Vestfirðir: fiordi e scogliere, l'Islanda segreta
Vestfirðir, o Westfjords, sono davvero l'Islanda segreta: fiordi profondi e scogliere a picco che pochi turisti vedono, ma che richiedono una pazienza e una pianificazione che non tutti sono disposti a mettere in conto. La mia esperienza diretta mi ha convinto che, se si cerca il silenzio assoluto e la natura più aspra, non c'è altro posto in Islanda che regali lo stesso senso di isolamento. Ma attenzione: non è una destinazione per chi ha poco tempo o per chi non ama la guida su strade sterrate.
Il periodo migliore è da metà giugno a metà agosto. Luglio è ideale per vedere le pulcinelle di mare a Látrabjarg e per il clima meno inclemente, ma anche i moscerini possono essere fastidiosi. A giugno il sole resta alto quasi tutta la notte, regalando ore di luce infinita. Meglio evitare settembre: molte strade interne chiudono già a fine agosto e il tempo peggiora rapidamente.
Per arrivare ci sono due opzioni. Volare da Reykjavik a Ísafjörður con un aereo regionale costa circa 200-300 euro a tratta e risparmia ore di macchina, ma bisogna poi noleggiare un'auto in loco (e le agenzie sono poche).
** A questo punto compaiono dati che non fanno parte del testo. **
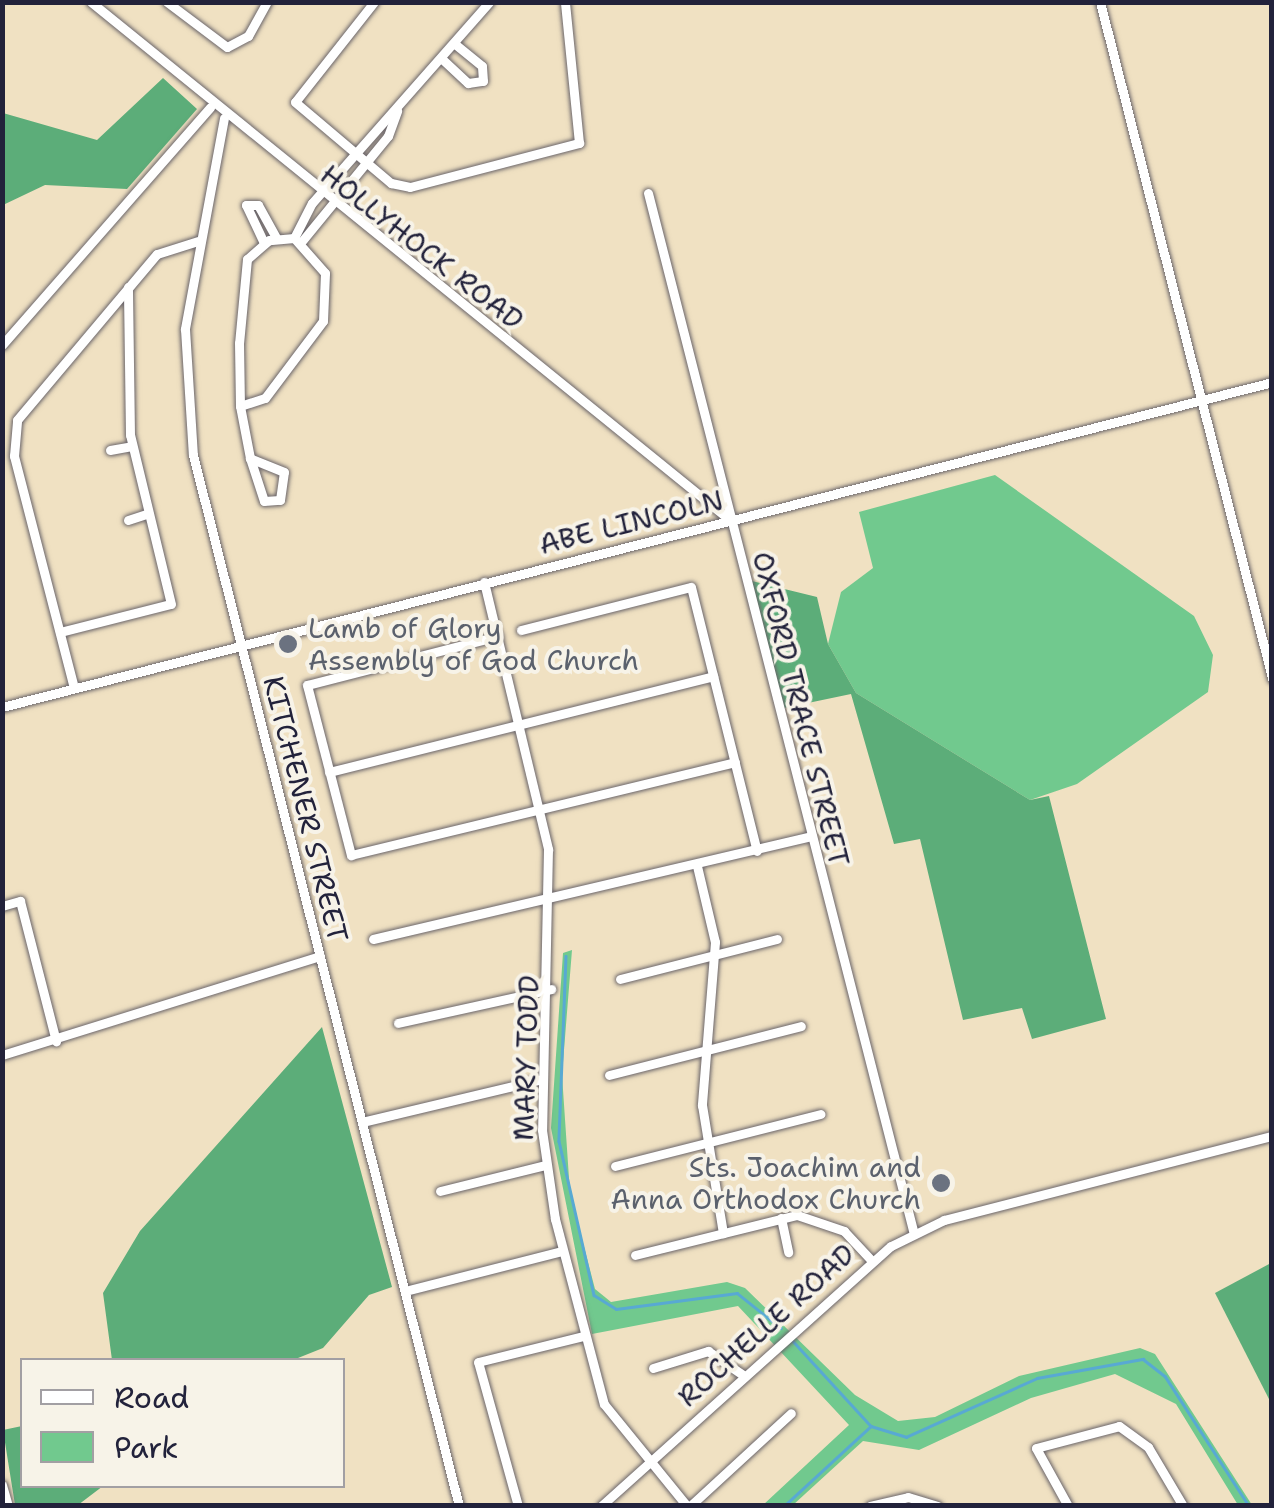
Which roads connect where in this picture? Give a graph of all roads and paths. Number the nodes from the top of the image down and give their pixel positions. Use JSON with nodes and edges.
{"nodes":[{"id":1,"x":91,"y":2,"type":"edge"},
{"id":2,"x":167,"y":2,"type":"edge"},
{"id":3,"x":267,"y":2,"type":"edge"},
{"id":4,"x":374,"y":2,"type":"edge"},
{"id":5,"x":490,"y":2,"type":"edge"},
{"id":6,"x":565,"y":2,"type":"edge"},
{"id":7,"x":1100,"y":2,"type":"edge"},
{"id":8,"x":454,"y":42,"type":"junction"},
{"id":9,"x":441,"y":58,"type":"junction"},
{"id":10,"x":210,"y":107,"type":"junction"},
{"id":11,"x":397,"y":109,"type":"junction"},
{"id":12,"x":224,"y":118,"type":"junction"},
{"id":13,"x":356,"y":154,"type":"junction"},
{"id":14,"x":366,"y":162,"type":"junction"},
{"id":15,"x":648,"y":194,"type":"dead end"},
{"id":16,"x":320,"y":195,"type":"junction"},
{"id":17,"x":332,"y":204,"type":"junction"},
{"id":18,"x":265,"y":218,"type":"junction"},
{"id":19,"x":302,"y":220,"type":"junction"},
{"id":20,"x":252,"y":224,"type":"junction"},
{"id":21,"x":313,"y":228,"type":"junction"},
{"id":22,"x":276,"y":237,"type":"junction"},
{"id":23,"x":298,"y":240,"type":"junction"},
{"id":24,"x":198,"y":241,"type":"junction"},
{"id":25,"x":264,"y":242,"type":"junction"},
{"id":26,"x":128,"y":286,"type":"junction"},
{"id":27,"x":2,"y":345,"type":"edge"},
{"id":28,"x":1272,"y":382,"type":"edge"},
{"id":29,"x":1201,"y":400,"type":"junction"},
{"id":30,"x":240,"y":406,"type":"junction"},
{"id":31,"x":132,"y":446,"type":"junction"},
{"id":32,"x":110,"y":450,"type":"dead end"},
{"id":33,"x":250,"y":458,"type":"junction"},
{"id":34,"x":147,"y":514,"type":"junction"},
{"id":35,"x":128,"y":520,"type":"dead end"},
{"id":36,"x":730,"y":520,"type":"junction"},
{"id":37,"x":484,"y":582,"type":"junction"},
{"id":38,"x":521,"y":630,"type":"dead end"},
{"id":39,"x":60,"y":632,"type":"junction"},
{"id":40,"x":498,"y":636,"type":"junction"},
{"id":41,"x":242,"y":645,"type":"junction"},
{"id":42,"x":713,"y":676,"type":"junction"},
{"id":43,"x":1272,"y":678,"type":"edge"},
{"id":44,"x":74,"y":688,"type":"junction"},
{"id":45,"x":2,"y":706,"type":"edge"},
{"id":46,"x":521,"y":724,"type":"junction"},
{"id":47,"x":735,"y":762,"type":"junction"},
{"id":48,"x":330,"y":772,"type":"junction"},
{"id":49,"x":542,"y":810,"type":"junction"},
{"id":50,"x":811,"y":836,"type":"junction"},
{"id":51,"x":758,"y":850,"type":"junction"},
{"id":52,"x":696,"y":866,"type":"junction"},
{"id":53,"x":552,"y":898,"type":"junction"},
{"id":54,"x":2,"y":906,"type":"edge"},
{"id":55,"x":778,"y":938,"type":"dead end"},
{"id":56,"x":374,"y":939,"type":"dead end"},
{"id":57,"x":716,"y":954,"type":"junction"},
{"id":58,"x":320,"y":956,"type":"junction"},
{"id":59,"x":620,"y":979,"type":"dead end"},
{"id":60,"x":550,"y":989,"type":"junction"},
{"id":61,"x":398,"y":1023,"type":"dead end"},
{"id":62,"x":800,"y":1026,"type":"dead end"},
{"id":63,"x":56,"y":1042,"type":"junction"},
{"id":64,"x":706,"y":1051,"type":"junction"},
{"id":65,"x":2,"y":1056,"type":"edge"},
{"id":66,"x":610,"y":1075,"type":"dead end"},
{"id":67,"x":542,"y":1079,"type":"junction"},
{"id":68,"x":821,"y":1114,"type":"dead end"},
{"id":69,"x":362,"y":1122,"type":"junction"},
{"id":70,"x":1272,"y":1136,"type":"edge"},
{"id":71,"x":704,"y":1144,"type":"junction"},
{"id":72,"x":546,"y":1166,"type":"junction"},
{"id":73,"x":615,"y":1166,"type":"dead end"},
{"id":74,"x":440,"y":1192,"type":"dead end"},
{"id":75,"x":781,"y":1218,"type":"junction"},
{"id":76,"x":724,"y":1232,"type":"junction"},
{"id":77,"x":914,"y":1234,"type":"junction"},
{"id":78,"x":562,"y":1251,"type":"junction"},
{"id":79,"x":788,"y":1252,"type":"dead end"},
{"id":80,"x":635,"y":1255,"type":"dead end"},
{"id":81,"x":870,"y":1259,"type":"junction"},
{"id":82,"x":405,"y":1291,"type":"junction"},
{"id":83,"x":583,"y":1336,"type":"junction"},
{"id":84,"x":652,"y":1368,"type":"dead end"},
{"id":85,"x":742,"y":1375,"type":"junction"},
{"id":86,"x":791,"y":1413,"type":"dead end"},
{"id":87,"x":647,"y":1463,"type":"junction"},
{"id":88,"x":2,"y":1485,"type":"edge"},
{"id":89,"x":8,"y":1506,"type":"edge"},
{"id":90,"x":459,"y":1506,"type":"edge"},
{"id":91,"x":518,"y":1506,"type":"edge"},
{"id":92,"x":601,"y":1506,"type":"edge"},
{"id":93,"x":689,"y":1506,"type":"edge"},
{"id":94,"x":870,"y":1506,"type":"edge"},
{"id":95,"x":938,"y":1506,"type":"edge"},
{"id":96,"x":1068,"y":1506,"type":"edge"},
{"id":97,"x":1183,"y":1506,"type":"edge"}],
"edges":[{"from":1,"to":10,"type":"street","name":"HOLLYHOCK ROAD"},
{"from":2,"to":3,"type":"street"},
{"from":4,"to":13,"type":"street"},
{"from":5,"to":8,"type":"street"},
{"from":6,"to":14,"type":"street"},
{"from":7,"to":29,"type":"street"},
{"from":8,"to":9,"type":"street"},
{"from":8,"to":9,"type":"street"},
{"from":9,"to":11,"type":"street"},
{"from":10,"to":12,"type":"street","name":"HOLLYHOCK ROAD"},
{"from":10,"to":27,"type":"street"},
{"from":11,"to":13,"type":"street"},
{"from":11,"to":14,"type":"street"},
{"from":12,"to":16,"type":"street","name":"HOLLYHOCK ROAD"},
{"from":12,"to":24,"type":"street","name":"KITCHENER STREET"},
{"from":13,"to":14,"type":"street"},
{"from":13,"to":16,"type":"street"},
{"from":14,"to":17,"type":"street"},
{"from":15,"to":36,"type":"street","name":"OXFORD TRACE STREET"},
{"from":16,"to":17,"type":"street","name":"HOLLYHOCK ROAD"},
{"from":16,"to":19,"type":"street"},
{"from":17,"to":21,"type":"street"},
{"from":17,"to":36,"type":"street","name":"HOLLYHOCK ROAD"},
{"from":18,"to":20,"type":"street"},
{"from":18,"to":20,"type":"street"},
{"from":18,"to":22,"type":"street"},
{"from":19,"to":21,"type":"street"},
{"from":19,"to":23,"type":"street"},
{"from":20,"to":25,"type":"street"},
{"from":21,"to":23,"type":"street"},
{"from":22,"to":23,"type":"street"},
{"from":22,"to":25,"type":"street"},
{"from":23,"to":30,"type":"street"},
{"from":24,"to":26,"type":"street"},
{"from":24,"to":41,"type":"street","name":"KITCHENER STREET"},
{"from":25,"to":30,"type":"street"},
{"from":26,"to":31,"type":"street"},
{"from":26,"to":39,"type":"street"},
{"from":28,"to":29,"type":"street","name":"ABE LINCOLN"},
{"from":29,"to":36,"type":"street","name":"ABE LINCOLN"},
{"from":29,"to":43,"type":"street"},
{"from":30,"to":33,"type":"street"},
{"from":31,"to":32,"type":"street"},
{"from":31,"to":34,"type":"street"},
{"from":33,"to":33,"type":"street"},
{"from":34,"to":35,"type":"street"},
{"from":34,"to":39,"type":"street"},
{"from":36,"to":37,"type":"street","name":"ABE LINCOLN"},
{"from":36,"to":50,"type":"street","name":"OXFORD TRACE STREET"},
{"from":37,"to":40,"type":"street","name":"MARY TODD"},
{"from":37,"to":41,"type":"street","name":"ABE LINCOLN"},
{"from":38,"to":42,"type":"street"},
{"from":39,"to":44,"type":"street"},
{"from":40,"to":46,"type":"street","name":"MARY TODD"},
{"from":40,"to":48,"type":"street"},
{"from":41,"to":44,"type":"street","name":"ABE LINCOLN"},
{"from":41,"to":58,"type":"street","name":"KITCHENER STREET"},
{"from":42,"to":46,"type":"street"},
{"from":42,"to":47,"type":"street"},
{"from":44,"to":45,"type":"street","name":"ABE LINCOLN"},
{"from":46,"to":48,"type":"street"},
{"from":46,"to":49,"type":"street","name":"MARY TODD"},
{"from":47,"to":49,"type":"street"},
{"from":47,"to":51,"type":"street"},
{"from":48,"to":49,"type":"street"},
{"from":49,"to":53,"type":"street","name":"MARY TODD"},
{"from":50,"to":51,"type":"street"},
{"from":50,"to":77,"type":"street","name":"OXFORD TRACE STREET"},
{"from":51,"to":52,"type":"street"},
{"from":52,"to":53,"type":"street"},
{"from":52,"to":57,"type":"street"},
{"from":53,"to":56,"type":"street"},
{"from":53,"to":60,"type":"street","name":"MARY TODD"},
{"from":54,"to":63,"type":"street"},
{"from":55,"to":57,"type":"street"},
{"from":57,"to":59,"type":"street"},
{"from":57,"to":64,"type":"street"},
{"from":58,"to":63,"type":"street"},
{"from":58,"to":69,"type":"street","name":"KITCHENER STREET"},
{"from":60,"to":61,"type":"street"},
{"from":60,"to":67,"type":"street","name":"MARY TODD"},
{"from":62,"to":64,"type":"street"},
{"from":63,"to":65,"type":"street"},
{"from":64,"to":66,"type":"street"},
{"from":64,"to":71,"type":"street"},
{"from":67,"to":69,"type":"street"},
{"from":67,"to":72,"type":"street","name":"MARY TODD"},
{"from":68,"to":71,"type":"street"},
{"from":69,"to":82,"type":"street","name":"KITCHENER STREET"},
{"from":70,"to":77,"type":"street","name":"ROCHELLE ROAD"},
{"from":71,"to":73,"type":"street"},
{"from":71,"to":76,"type":"street"},
{"from":72,"to":74,"type":"street"},
{"from":72,"to":78,"type":"street","name":"MARY TODD"},
{"from":75,"to":76,"type":"street"},
{"from":75,"to":79,"type":"street"},
{"from":75,"to":81,"type":"street"},
{"from":76,"to":80,"type":"street"},
{"from":77,"to":81,"type":"street","name":"ROCHELLE ROAD"},
{"from":78,"to":82,"type":"street"},
{"from":78,"to":83,"type":"street","name":"MARY TODD"},
{"from":81,"to":85,"type":"street","name":"ROCHELLE ROAD"},
{"from":82,"to":90,"type":"street","name":"KITCHENER STREET"},
{"from":83,"to":87,"type":"street","name":"MARY TODD"},
{"from":83,"to":91,"type":"street"},
{"from":84,"to":85,"type":"street"},
{"from":85,"to":87,"type":"street","name":"ROCHELLE ROAD"},
{"from":86,"to":93,"type":"street"},
{"from":87,"to":92,"type":"street","name":"ROCHELLE ROAD"},
{"from":87,"to":93,"type":"street","name":"MARY TODD"},
{"from":88,"to":89,"type":"street"},
{"from":94,"to":95,"type":"street"},
{"from":96,"to":97,"type":"street"}]}
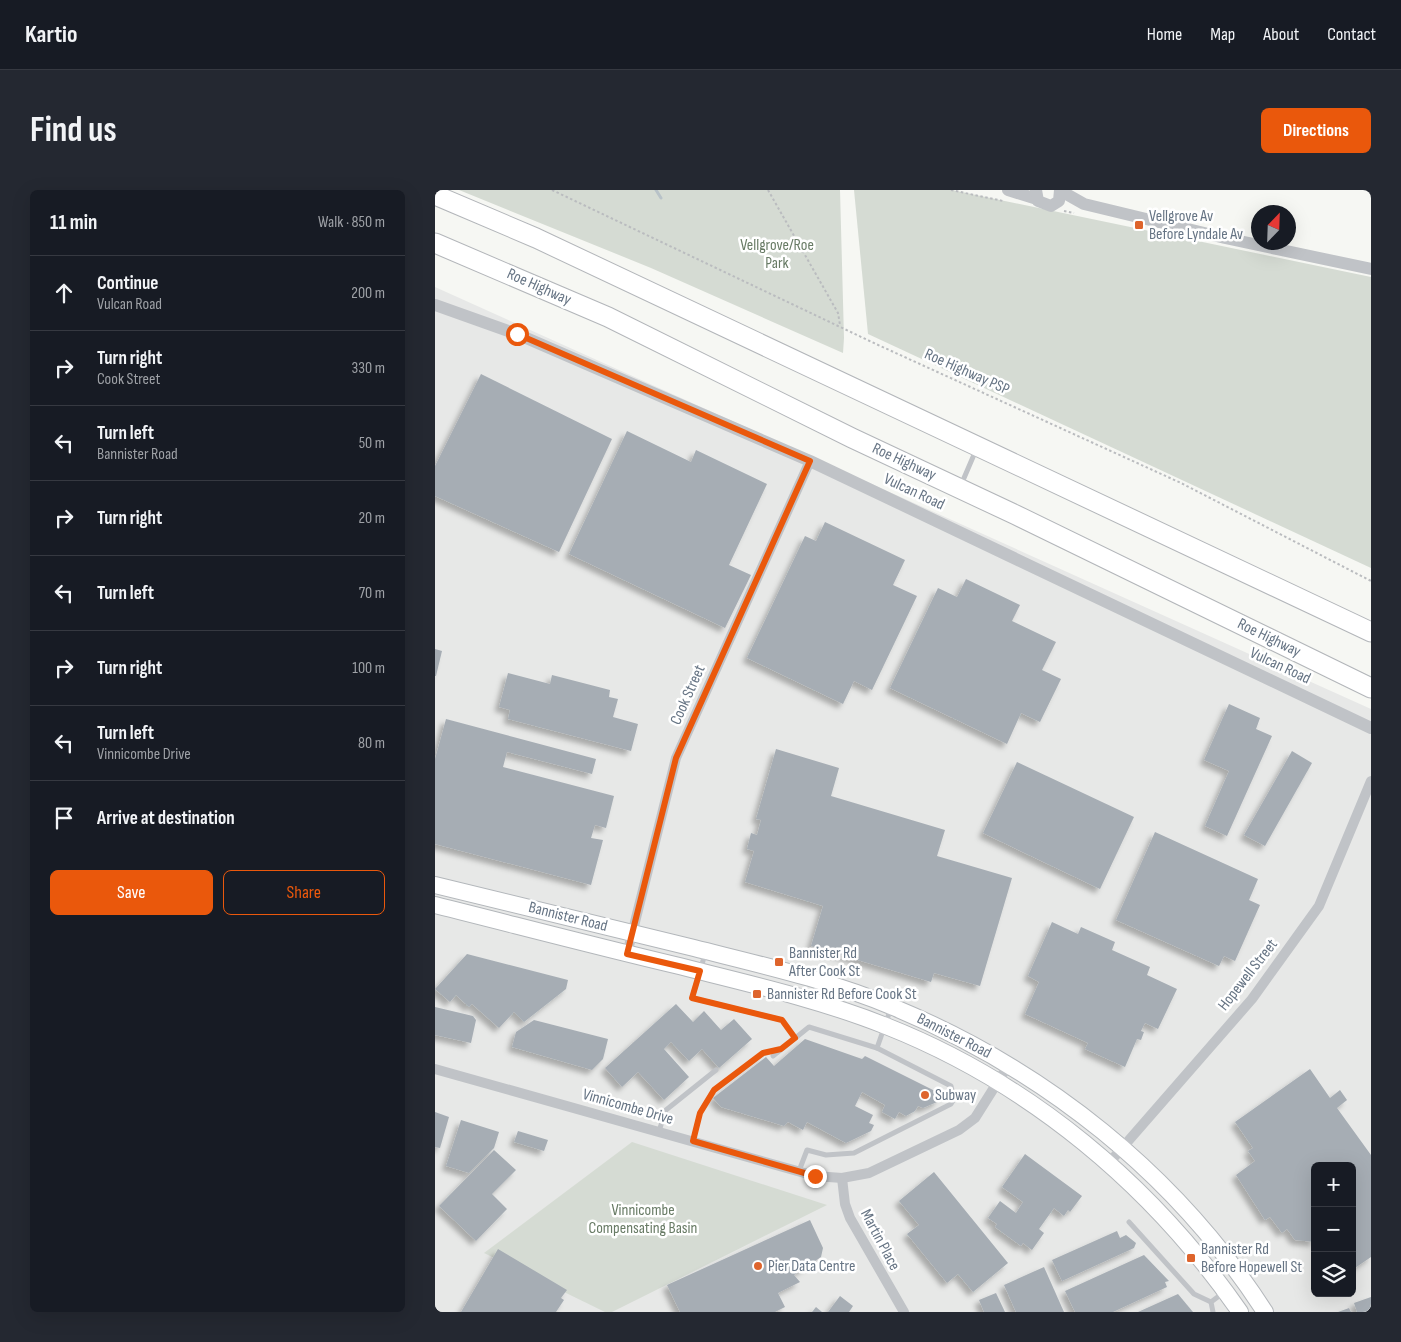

La soluzione più flessibile è guidare: da Reykjavik si sale fino a Holmavík, poi si prosegue su strade asfaltate solo per brevi tratti, altrimenti è tutta ghiaia. In alternativa, da Stykkishólmur parte un traghetto per Brjánslækur (una traversata di circa tre ore con Baldur, prenotazione obbligatoria) che taglia il percorso. Muoversi all'interno della regione richiede un fuoristrada, perché molte attrazioni sono raggiungibili solo su sterrato con guadi. Noleggiare una 4x4 per una settimana costa dai 1.200 euro in su, e il carburante è carissimo (intorno ai 2,50 euro al litro).
Il budget complessivo è medio-alto: una settimana con volo interno, auto a noleggio, alloggio in guesthouse economiche e pasti al supermercato parte da circa 1.800 euro a persona, senza contare i voli internazionali. Se si scelgono hotel o ristoranti si sale rapidamente verso i 3.000. I campeggi sono l'opzione più economica, ma le strutture sono basiche e bisogna portare tutto, incluso un fornello perché i pochi ristoranti hanno orari ridotti e costi elevati.
Il tempo minimo per non correre è di almeno quattro giorni pieni, meglio cinque. Tre giorni sono stretti e si rischia di passare più tempo in macchina che a camminare. Le distanze sono ingannevoli: da Ísafjörður a Látrabjarg sono circa 150 chilometri, ma su strada sterrata si impiegano oltre tre ore a tratta.
Cosa non perdere assolutamente: la cascata Dynjandi, imponente e a più salti, con un sentiero che sale accanto all'acqua. La scogliera di Látrabjarg, con migliaia di uccelli marini e la possibilità di vedere le pulcinelle da vicino (con calma, senza stressarle). La spiaggia di Rauðasandur, sabbia rossa che cambia colore con la luce, ma attenzione alla bassa marea perché si può rimanere bloccati. Le piscine naturali calde come Hellulaug, vicino a Flókalundur, sono un gioiello poco segnalato – si arriva attraverso un prato privato, ma l'accesso è libero.
Un aspetto che può deludere è la scarsità di servizi. Fuori da Ísafjörður e Patreksfjörður, i villaggi hanno negozi minuscoli e orari imprevedibili. Capitano interi pomeriggi in cui l'unico bar è chiuso. La pioggia e la nebbia possono rendere le scogliere invisibili per giorni, e le strade di montagna si bloccano anche d'estate per improvvisi temporali. Non è raro dover rinunciare a un'escursione programmata.
Il consiglio che non si trova nelle guide: portarsi una borraccia termica da litro e preparare un tè o un caffè caldo la mattina. I punti di ristoro sono rari e costosi, e fermarsi a bordo strada con il vento gelido per mangiare un panino non è piacevole. Avere una bevanda calda a portata di mano trasforma una sosta faticosa in un momento di vero piacere, specialmente sui crinali esposti dove il vento taglia la faccia. Inoltre, acquistare una scheda SIM locale con abbastanza GB è essenziale, perché le mappe offline non bastano: molte strade non hanno segnale e le condizioni stradali cambiano all'ultimo minuto; solo un collegamento dati permette di controllare il sito ufficiale road.is prima di partire ogni mattina.